Out of the box monitors for Kubernetes

StackState Kubernetes Troubleshooting

Overview

This section describes the out-of-the-box monitors delivered with StackState. Monitors delivered with the product are added constantly. Have a look under the Monitors section in the main menu to find the full list.

Out of the box Kubernetes monitors

Available service endpoints

It is important to ensure that your services are available and accessible to users. To monitor this, StackState has set up a check that verifies if a service has at least one endpoint available. Endpoints are network addresses that enable communication between different components in a distributed system, and they need to be available for the service to function properly. If there is an occurrence of zero endpoints available within the last 10 minutes, the monitor will remain deviating, indicating that there may be an issue with the service that needs to be addressed. Allows Override Monitor arguments

Cpu limits resourcequota

Users create resources (pods, services, etc.) in the namespace, and the quota system tracks usage to ensure it does not exceed hard resource limits for Cpu defined in a ResourceQuota. The monitor will alert when the total Cpu limits in the namespace gets to 90% or more of the established by the quota. Each resourcequota in the namespace produces a monitor health state.

Cpu requests resourcequota

Users create resources (pods, services, etc.) in the namespace, and the quota system tracks usage to ensure it does not exceed hard resource requests for Cpu defined in a ResourceQuota. The monitor will alert when the total Cpu requests in the namespace gets to 90% or more of the established by the quota. Each resourcequota in the namespace produces a monitor health state.

Daemonset desired replicas

It is important that the desired number of replicas for a Daemonset is being met. Daemonsets are used to manage a set of pods that need to run on all or a subset of nodes in a cluster, ensuring that a copy of the pod is running on each node that meets the specified criteria. This is useful for tasks such as logging, monitoring, and other cluster-level tasks that need to be executed on every node in the cluster. To monitor this, StackState has set up a check that verifies if the available replicas match the desired number of replicas. This check will only be applied to DaemonSets that have a desired number of replicas greater than zero. - If the number of available replicas is less than the desired number, the monitor will signal a DEVIATING health state, indicating that there may be an issue with the StatefulSet. - If the number of available replicas is zero, the monitor will signal a CRITICAL health state, indicating that the StatefulSet is not functioning at all. To understand the full monitor definition check the details.

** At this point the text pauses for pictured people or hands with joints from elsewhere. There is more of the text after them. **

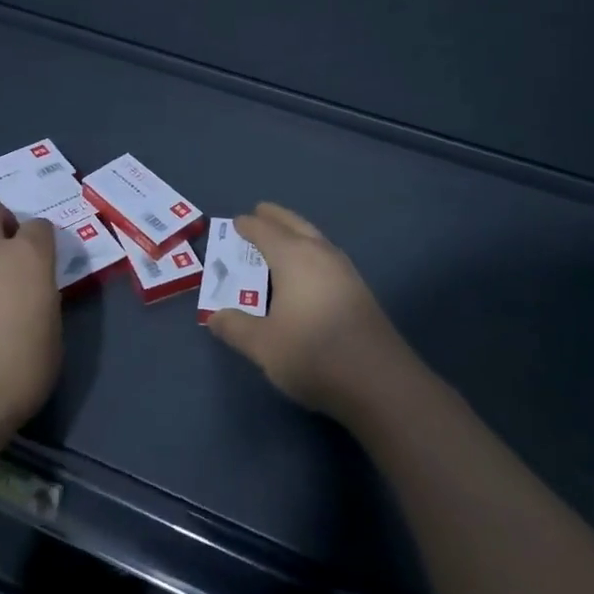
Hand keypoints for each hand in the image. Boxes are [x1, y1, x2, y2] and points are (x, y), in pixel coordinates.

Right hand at [206, 202, 412, 422]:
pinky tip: (308, 272)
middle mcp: (320, 254)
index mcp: (293, 257)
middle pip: (295, 225)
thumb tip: (214, 316)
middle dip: (276, 217)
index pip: (265, 231)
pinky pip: (327, 257)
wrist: (379, 381)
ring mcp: (345, 271)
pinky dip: (310, 252)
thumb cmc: (313, 354)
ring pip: (316, 239)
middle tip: (260, 212)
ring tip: (281, 239)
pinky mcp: (359, 291)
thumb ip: (236, 327)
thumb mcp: (263, 345)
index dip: (248, 226)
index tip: (235, 222)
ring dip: (296, 233)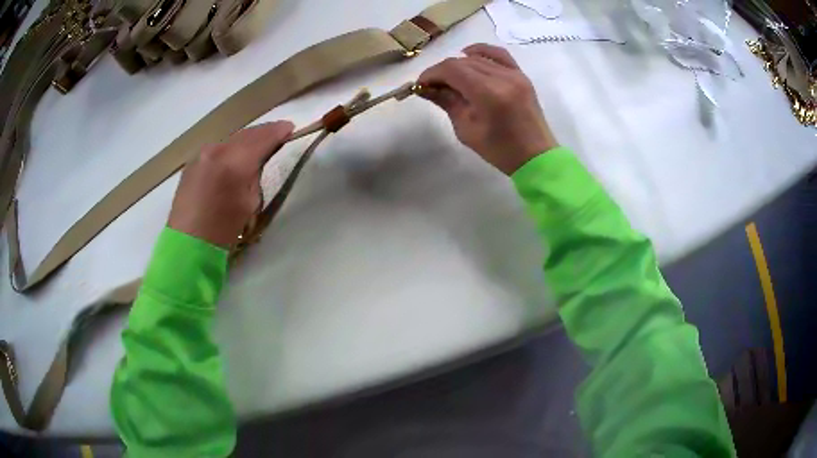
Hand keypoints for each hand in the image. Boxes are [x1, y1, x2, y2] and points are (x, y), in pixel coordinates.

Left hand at [168, 121, 293, 247]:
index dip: (278, 132)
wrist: (187, 245)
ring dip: (246, 141)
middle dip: (263, 133)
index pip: (262, 138)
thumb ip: (255, 177)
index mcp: (234, 163)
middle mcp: (216, 151)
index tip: (290, 129)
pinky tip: (234, 158)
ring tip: (257, 146)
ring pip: (230, 140)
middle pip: (246, 134)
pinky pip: (217, 149)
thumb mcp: (249, 204)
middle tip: (278, 134)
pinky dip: (230, 150)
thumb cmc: (222, 231)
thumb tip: (256, 164)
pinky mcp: (192, 163)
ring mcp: (201, 154)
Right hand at [418, 43, 557, 174]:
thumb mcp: (466, 129)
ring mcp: (515, 74)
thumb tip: (425, 88)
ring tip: (450, 78)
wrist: (536, 156)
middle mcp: (502, 77)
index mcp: (488, 94)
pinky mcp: (521, 75)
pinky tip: (468, 55)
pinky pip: (498, 54)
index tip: (420, 84)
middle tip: (432, 85)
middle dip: (443, 71)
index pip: (452, 70)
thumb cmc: (500, 150)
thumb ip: (446, 102)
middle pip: (463, 62)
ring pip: (478, 57)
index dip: (432, 73)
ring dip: (458, 64)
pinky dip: (481, 52)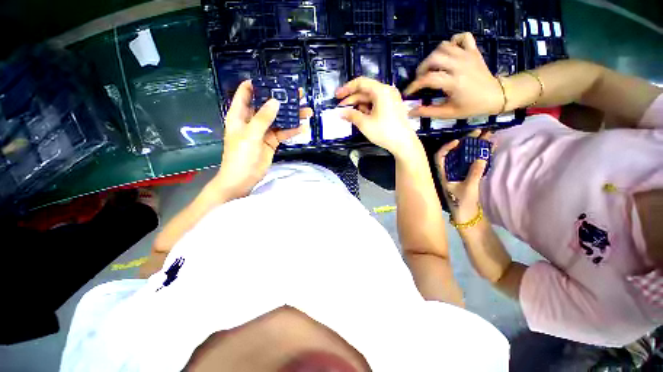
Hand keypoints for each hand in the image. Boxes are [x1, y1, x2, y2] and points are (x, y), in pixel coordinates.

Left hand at [214, 80, 312, 199]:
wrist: (243, 179)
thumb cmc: (240, 156)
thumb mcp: (250, 135)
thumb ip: (263, 118)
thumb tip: (276, 101)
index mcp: (240, 115)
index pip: (246, 94)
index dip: (257, 84)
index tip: (273, 79)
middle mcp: (252, 120)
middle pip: (268, 105)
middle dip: (282, 99)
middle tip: (299, 94)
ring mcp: (263, 132)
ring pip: (279, 119)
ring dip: (292, 115)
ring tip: (307, 111)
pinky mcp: (272, 142)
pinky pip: (283, 133)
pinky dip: (292, 130)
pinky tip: (303, 127)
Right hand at [335, 77, 419, 157]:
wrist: (404, 143)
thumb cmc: (384, 131)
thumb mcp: (364, 123)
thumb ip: (351, 115)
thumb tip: (339, 112)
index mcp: (381, 90)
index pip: (360, 83)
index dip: (346, 88)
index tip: (336, 96)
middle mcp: (387, 91)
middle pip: (365, 91)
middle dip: (351, 100)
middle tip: (340, 109)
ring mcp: (391, 99)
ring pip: (370, 99)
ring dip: (358, 106)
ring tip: (349, 116)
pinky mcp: (392, 107)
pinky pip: (376, 104)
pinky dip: (367, 109)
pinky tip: (360, 117)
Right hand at [405, 32, 504, 118]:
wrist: (497, 95)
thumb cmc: (471, 106)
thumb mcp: (448, 113)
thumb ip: (428, 112)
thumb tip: (410, 112)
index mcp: (454, 82)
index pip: (428, 79)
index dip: (414, 85)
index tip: (408, 92)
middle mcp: (459, 65)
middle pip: (434, 57)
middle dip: (422, 68)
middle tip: (420, 78)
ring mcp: (467, 55)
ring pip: (444, 46)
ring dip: (433, 55)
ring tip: (431, 67)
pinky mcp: (473, 50)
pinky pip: (462, 37)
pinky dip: (453, 41)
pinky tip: (449, 52)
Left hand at [435, 130, 491, 222]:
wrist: (466, 215)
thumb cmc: (461, 203)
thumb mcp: (468, 189)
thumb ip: (474, 174)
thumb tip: (481, 158)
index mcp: (444, 173)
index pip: (440, 156)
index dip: (447, 147)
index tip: (458, 141)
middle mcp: (449, 171)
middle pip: (455, 153)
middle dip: (466, 142)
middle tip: (479, 132)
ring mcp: (458, 173)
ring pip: (465, 156)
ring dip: (475, 146)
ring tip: (488, 136)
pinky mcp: (467, 175)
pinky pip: (472, 162)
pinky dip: (480, 155)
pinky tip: (490, 148)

Deployment desired replicas

It is important that the desired number of replicas for a Deployments is being met. Deployments are used to manage the deployment and scaling of a set of identical Pods in a Kubernetes cluster. By ensuring that the desired number of replicas is running and available, Deployments can help maintain the availability and reliability of a Kubernetes application or service. To monitor this, StackState has set up a check that verifies if the available replicas match the desired number of replicas. This check will only be applied to Deployments that have a desired number of replicas greater than zero. - If the number of available replicas is less than the desired number, the monitor will signal a DEVIATING health state, indicating that there may be an issue with the Deployments. - If the number of available replicas is zero, the monitor will signal a CRITICAL health state, indicating that the StatefulSet is not functioning at all. To understand the full monitor definition check the details.

HTTP - 5xx error ratio

HTTP responses with a status code in the 5xx range indicate server-side errors such as a misconfiguration, overload or internal server errors. To ensure a good user experience, the percentage of 5xx responses should be less than 5% of the total HTTP responses for a Kubernetes (K8s) service.

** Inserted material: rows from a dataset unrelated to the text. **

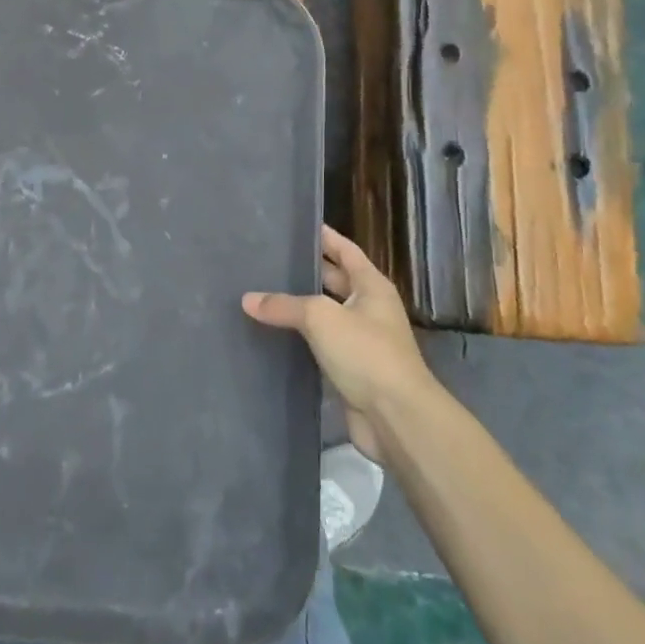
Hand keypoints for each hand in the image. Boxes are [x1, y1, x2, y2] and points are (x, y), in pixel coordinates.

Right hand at [244, 225, 433, 462]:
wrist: (396, 418)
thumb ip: (283, 305)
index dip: (324, 237)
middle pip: (334, 282)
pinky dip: (299, 340)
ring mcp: (360, 342)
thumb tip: (247, 300)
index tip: (297, 225)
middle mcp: (369, 309)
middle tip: (268, 260)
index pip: (345, 250)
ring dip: (298, 308)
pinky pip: (319, 346)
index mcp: (372, 287)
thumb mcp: (321, 318)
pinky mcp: (350, 371)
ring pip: (324, 316)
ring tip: (261, 294)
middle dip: (306, 271)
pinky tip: (270, 335)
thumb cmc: (366, 353)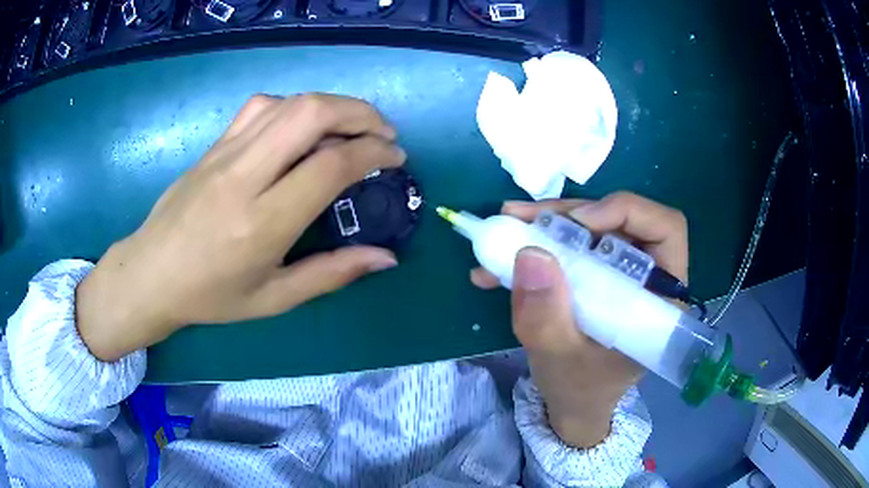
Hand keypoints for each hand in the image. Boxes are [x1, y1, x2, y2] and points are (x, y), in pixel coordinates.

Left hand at [76, 94, 405, 360]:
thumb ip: (332, 275)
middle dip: (360, 113)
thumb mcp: (274, 299)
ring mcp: (225, 153)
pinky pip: (262, 106)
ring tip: (352, 127)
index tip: (395, 157)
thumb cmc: (211, 296)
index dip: (373, 152)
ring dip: (332, 105)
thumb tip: (386, 257)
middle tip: (383, 132)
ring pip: (289, 102)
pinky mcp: (214, 145)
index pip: (329, 166)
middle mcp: (244, 177)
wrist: (151, 273)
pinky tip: (302, 128)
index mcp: (261, 223)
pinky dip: (295, 107)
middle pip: (311, 114)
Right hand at [471, 191, 687, 447]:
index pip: (665, 229)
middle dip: (569, 214)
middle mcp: (647, 276)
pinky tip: (498, 263)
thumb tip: (530, 253)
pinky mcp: (597, 276)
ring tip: (505, 228)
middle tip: (520, 218)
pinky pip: (571, 246)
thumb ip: (546, 317)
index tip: (578, 223)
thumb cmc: (579, 390)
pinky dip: (536, 245)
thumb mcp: (559, 360)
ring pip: (592, 227)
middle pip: (621, 220)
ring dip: (546, 225)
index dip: (625, 211)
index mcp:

HTTP - response time - Q95 is above 3 seconds

It is important to keep an eye on the HTTP response times for a Kubernetes service. StackState monitors the 95th percentile response time, or Q95, which is a statistical measure indicating that 95% of the responses are faster than this time. This is a useful measure for identifying outliers and slow requests that may negatively impact the user experience. If the Q95 response time is above 3 seconds during a specified time window, the monitor will produce a notification indicating a deviating state.

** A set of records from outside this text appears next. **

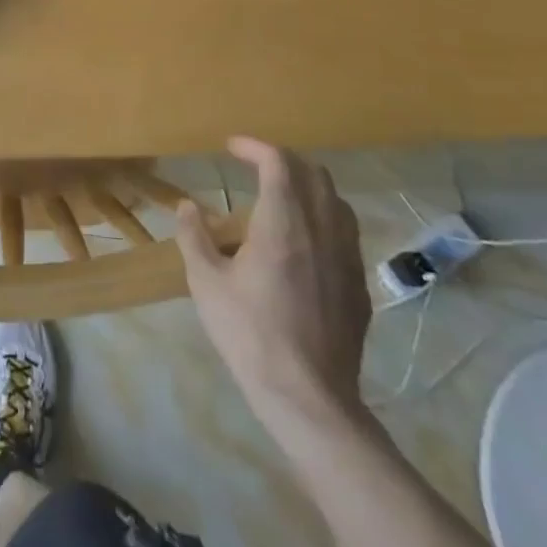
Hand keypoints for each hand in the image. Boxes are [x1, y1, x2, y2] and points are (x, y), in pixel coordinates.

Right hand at [175, 138, 370, 431]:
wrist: (309, 399)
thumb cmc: (251, 334)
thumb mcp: (206, 283)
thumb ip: (194, 236)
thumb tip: (187, 206)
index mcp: (283, 223)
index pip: (278, 162)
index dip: (255, 147)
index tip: (232, 147)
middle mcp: (321, 230)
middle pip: (314, 174)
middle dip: (284, 161)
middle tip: (256, 167)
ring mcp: (346, 258)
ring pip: (337, 202)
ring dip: (309, 188)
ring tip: (283, 199)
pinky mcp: (359, 286)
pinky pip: (347, 234)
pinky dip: (325, 219)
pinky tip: (305, 242)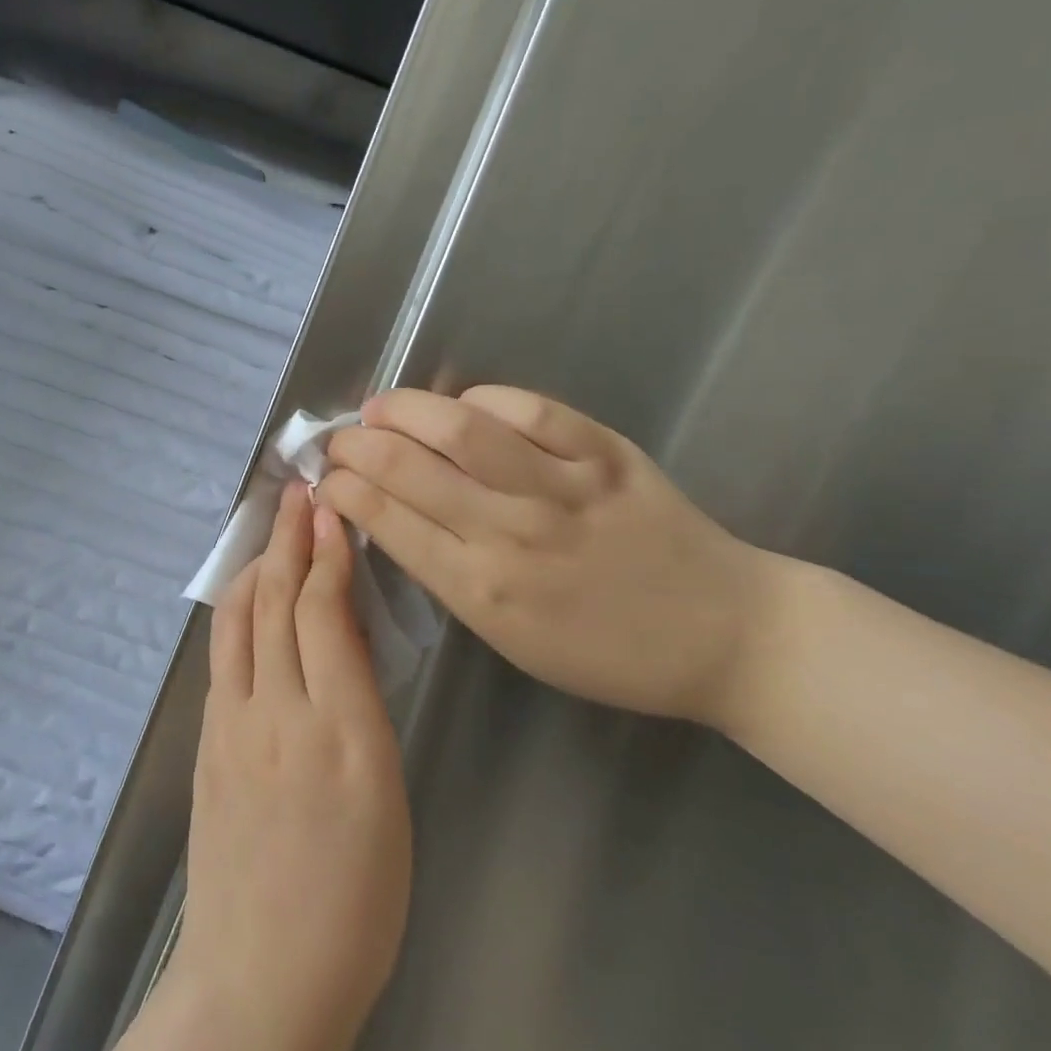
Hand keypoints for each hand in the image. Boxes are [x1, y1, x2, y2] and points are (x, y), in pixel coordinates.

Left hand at [171, 481, 411, 1050]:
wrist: (262, 977)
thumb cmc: (355, 903)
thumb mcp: (387, 797)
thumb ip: (362, 707)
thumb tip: (344, 638)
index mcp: (343, 732)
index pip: (325, 614)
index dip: (326, 554)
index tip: (330, 509)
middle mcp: (278, 714)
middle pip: (276, 603)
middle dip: (288, 540)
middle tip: (299, 494)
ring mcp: (230, 726)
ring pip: (238, 620)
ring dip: (256, 566)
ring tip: (273, 533)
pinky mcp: (205, 743)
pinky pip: (222, 656)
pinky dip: (237, 611)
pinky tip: (249, 598)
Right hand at [319, 386, 777, 727]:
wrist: (722, 635)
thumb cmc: (604, 652)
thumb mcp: (509, 636)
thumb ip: (450, 574)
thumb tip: (395, 514)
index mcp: (480, 589)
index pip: (386, 519)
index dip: (344, 487)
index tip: (328, 477)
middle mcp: (510, 532)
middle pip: (408, 467)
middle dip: (356, 444)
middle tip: (342, 439)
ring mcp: (560, 487)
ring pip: (460, 427)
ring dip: (404, 409)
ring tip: (381, 408)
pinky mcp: (604, 453)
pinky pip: (530, 409)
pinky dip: (483, 399)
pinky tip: (463, 405)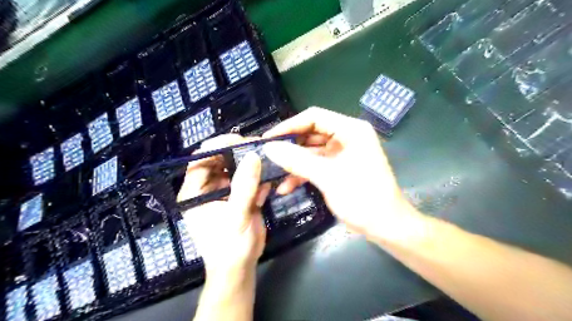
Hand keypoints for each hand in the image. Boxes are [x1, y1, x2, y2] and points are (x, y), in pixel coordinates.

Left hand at [177, 135, 270, 276]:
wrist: (240, 267)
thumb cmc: (230, 247)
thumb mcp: (237, 217)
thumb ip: (244, 187)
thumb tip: (253, 156)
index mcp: (194, 192)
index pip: (200, 160)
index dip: (218, 147)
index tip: (241, 140)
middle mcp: (206, 188)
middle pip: (219, 160)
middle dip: (239, 154)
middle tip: (259, 148)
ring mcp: (223, 191)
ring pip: (235, 168)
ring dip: (251, 167)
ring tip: (266, 165)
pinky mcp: (237, 195)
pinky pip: (247, 179)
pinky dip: (258, 180)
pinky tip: (265, 189)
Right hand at [261, 108, 413, 238]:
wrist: (386, 226)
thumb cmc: (362, 198)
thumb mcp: (327, 177)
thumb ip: (297, 160)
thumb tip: (269, 148)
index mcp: (350, 130)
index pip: (314, 117)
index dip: (289, 126)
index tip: (268, 139)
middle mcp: (346, 137)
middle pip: (311, 134)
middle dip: (289, 146)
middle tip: (267, 156)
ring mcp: (342, 153)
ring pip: (311, 151)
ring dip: (293, 163)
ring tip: (272, 173)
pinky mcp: (339, 167)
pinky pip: (316, 165)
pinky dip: (302, 174)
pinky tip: (285, 187)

Kubernetes volume usage trend over 12 hours

It is important to monitor the usage of Persistent Volume Claims (PVCs) in your Kubernetes cluster. PVCs are used to store data that needs to persist beyond the lifetime of a container, and it's crucial to ensure that they have enough space to store the data. To track this, StackState has set up a check that uses linear prediction to forecast the Kubernetes volume usage trend over a 12-hour period. If the trend indicates that the PVCs will run out of space within this time frame, you will receive a notification, allowing you to take action to prevent data loss or downtime.

Kubernetes volume usage trend over 4 days

It is important to monitor the usage of Persistent Volume Claims (PVCs) in your Kubernetes cluster over time. PVCs are used to store data that needs to persist beyond the lifetime of a container, and it's crucial to ensure that they have enough space to store the data. To track this, StackState set up a check that uses linear prediction to forecast the Kubernetes volume usage trend over a 4-day period. If the trend indicates that the PVCs will run out of space within this time frame, you will receive a notification, allowing you to take action to prevent data loss or downtime.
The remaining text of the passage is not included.